Indigiqueer Canadian filmmaker experiments with language, and radically questions the division between art and everyday life - from the Native Spirit Festival

Thirza Jean Cuthand was born in Saskatchewan and grew up in Saskatoon, and she is of Cree origin. Starting in 1995, Cuthand began exploring short experimental narrative videos and films about sexuality, madness, youth, love, and race, using national, sexual and Indigenous experiences to showcase in unfiltered raw exteriors.

Make no mistake, there is purity at play here. Collecting the confines, conditions and contractions of Cuthand’s milieu, the varied works slip together into one continuous narrative written years, even decades, apart. More to the point, the essays cross genres from the pointedly visual into the realms of performance arts.
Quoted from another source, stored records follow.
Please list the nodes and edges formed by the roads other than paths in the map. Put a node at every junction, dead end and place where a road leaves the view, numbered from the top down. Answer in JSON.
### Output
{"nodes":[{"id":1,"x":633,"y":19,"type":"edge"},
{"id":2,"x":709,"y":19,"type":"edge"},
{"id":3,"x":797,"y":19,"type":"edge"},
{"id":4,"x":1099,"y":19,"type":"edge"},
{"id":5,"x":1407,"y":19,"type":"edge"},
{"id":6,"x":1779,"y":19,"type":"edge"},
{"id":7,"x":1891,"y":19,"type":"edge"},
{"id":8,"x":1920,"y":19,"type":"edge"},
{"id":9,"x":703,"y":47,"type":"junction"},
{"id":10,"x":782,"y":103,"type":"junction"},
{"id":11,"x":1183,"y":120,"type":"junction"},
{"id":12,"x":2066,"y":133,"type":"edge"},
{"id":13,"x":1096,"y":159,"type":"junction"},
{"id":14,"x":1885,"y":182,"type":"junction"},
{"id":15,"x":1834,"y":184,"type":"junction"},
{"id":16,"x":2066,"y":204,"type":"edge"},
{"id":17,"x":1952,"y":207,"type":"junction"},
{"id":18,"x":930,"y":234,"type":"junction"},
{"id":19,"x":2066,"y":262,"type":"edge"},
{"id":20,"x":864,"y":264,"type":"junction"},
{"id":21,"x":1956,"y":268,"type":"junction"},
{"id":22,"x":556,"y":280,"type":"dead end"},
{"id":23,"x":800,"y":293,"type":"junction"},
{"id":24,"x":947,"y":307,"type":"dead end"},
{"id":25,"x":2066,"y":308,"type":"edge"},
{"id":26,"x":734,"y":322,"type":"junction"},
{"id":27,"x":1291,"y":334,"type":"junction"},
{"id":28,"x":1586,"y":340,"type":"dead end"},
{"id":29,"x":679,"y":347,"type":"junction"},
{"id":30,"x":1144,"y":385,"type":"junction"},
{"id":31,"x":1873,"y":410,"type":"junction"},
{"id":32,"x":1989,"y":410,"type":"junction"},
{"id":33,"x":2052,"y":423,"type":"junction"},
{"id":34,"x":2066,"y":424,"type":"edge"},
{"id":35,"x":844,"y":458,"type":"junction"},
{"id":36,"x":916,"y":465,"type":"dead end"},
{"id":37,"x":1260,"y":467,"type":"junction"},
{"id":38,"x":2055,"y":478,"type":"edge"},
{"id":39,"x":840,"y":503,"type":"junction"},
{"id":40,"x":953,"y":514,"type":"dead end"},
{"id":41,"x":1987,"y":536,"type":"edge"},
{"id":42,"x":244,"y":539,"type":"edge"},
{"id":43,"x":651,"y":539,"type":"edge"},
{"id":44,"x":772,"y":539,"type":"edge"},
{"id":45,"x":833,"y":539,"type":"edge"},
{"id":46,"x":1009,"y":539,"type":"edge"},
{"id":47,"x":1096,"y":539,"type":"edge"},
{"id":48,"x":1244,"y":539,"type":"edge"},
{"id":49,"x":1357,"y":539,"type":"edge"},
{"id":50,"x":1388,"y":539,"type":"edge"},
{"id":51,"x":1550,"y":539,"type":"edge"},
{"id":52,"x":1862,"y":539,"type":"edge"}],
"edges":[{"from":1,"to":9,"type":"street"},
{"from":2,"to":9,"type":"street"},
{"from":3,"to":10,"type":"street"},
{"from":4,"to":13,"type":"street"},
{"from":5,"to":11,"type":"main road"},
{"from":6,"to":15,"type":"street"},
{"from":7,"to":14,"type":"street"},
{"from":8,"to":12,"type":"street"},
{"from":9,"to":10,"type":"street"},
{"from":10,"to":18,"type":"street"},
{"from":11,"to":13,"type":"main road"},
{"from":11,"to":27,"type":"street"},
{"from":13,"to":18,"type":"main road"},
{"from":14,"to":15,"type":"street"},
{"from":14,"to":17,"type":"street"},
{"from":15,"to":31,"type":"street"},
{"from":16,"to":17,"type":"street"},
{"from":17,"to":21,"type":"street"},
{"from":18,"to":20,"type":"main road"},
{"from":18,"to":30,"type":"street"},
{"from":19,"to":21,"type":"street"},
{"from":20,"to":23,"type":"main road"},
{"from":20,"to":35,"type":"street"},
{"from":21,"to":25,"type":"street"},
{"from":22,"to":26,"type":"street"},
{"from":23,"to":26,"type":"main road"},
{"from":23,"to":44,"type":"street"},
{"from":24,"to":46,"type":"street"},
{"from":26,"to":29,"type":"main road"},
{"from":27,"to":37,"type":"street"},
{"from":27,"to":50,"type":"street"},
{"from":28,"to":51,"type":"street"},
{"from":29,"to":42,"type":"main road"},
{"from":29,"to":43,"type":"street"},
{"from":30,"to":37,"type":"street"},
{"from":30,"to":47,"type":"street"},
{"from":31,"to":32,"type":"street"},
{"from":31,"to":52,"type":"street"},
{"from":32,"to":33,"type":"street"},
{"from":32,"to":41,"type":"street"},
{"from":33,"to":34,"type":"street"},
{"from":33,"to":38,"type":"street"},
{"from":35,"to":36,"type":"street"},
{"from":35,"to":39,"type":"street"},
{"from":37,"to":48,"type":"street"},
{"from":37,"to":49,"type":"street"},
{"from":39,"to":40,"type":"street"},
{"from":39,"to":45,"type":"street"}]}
In a life’s work, we are testimonies to a great becoming of life, love and failings, fearlessly guiding the wills and witnesses of expectations over a twenty four year story. The feelings, frailities and failures are true of all our lives, but Cuthand has the courage and power to be real about them. In a peerless recall of honesty, the collected works speak so mournfully with a communal power absent even in Richard Linklater’s extraordinary Boyhood (2014). Though they could be easily overlooked, the works radically question the everyday division between the artful and the mundane. In an art form traditionally more recondite than visual, Cuthand’s work sprawls through ages, genres and documentaries.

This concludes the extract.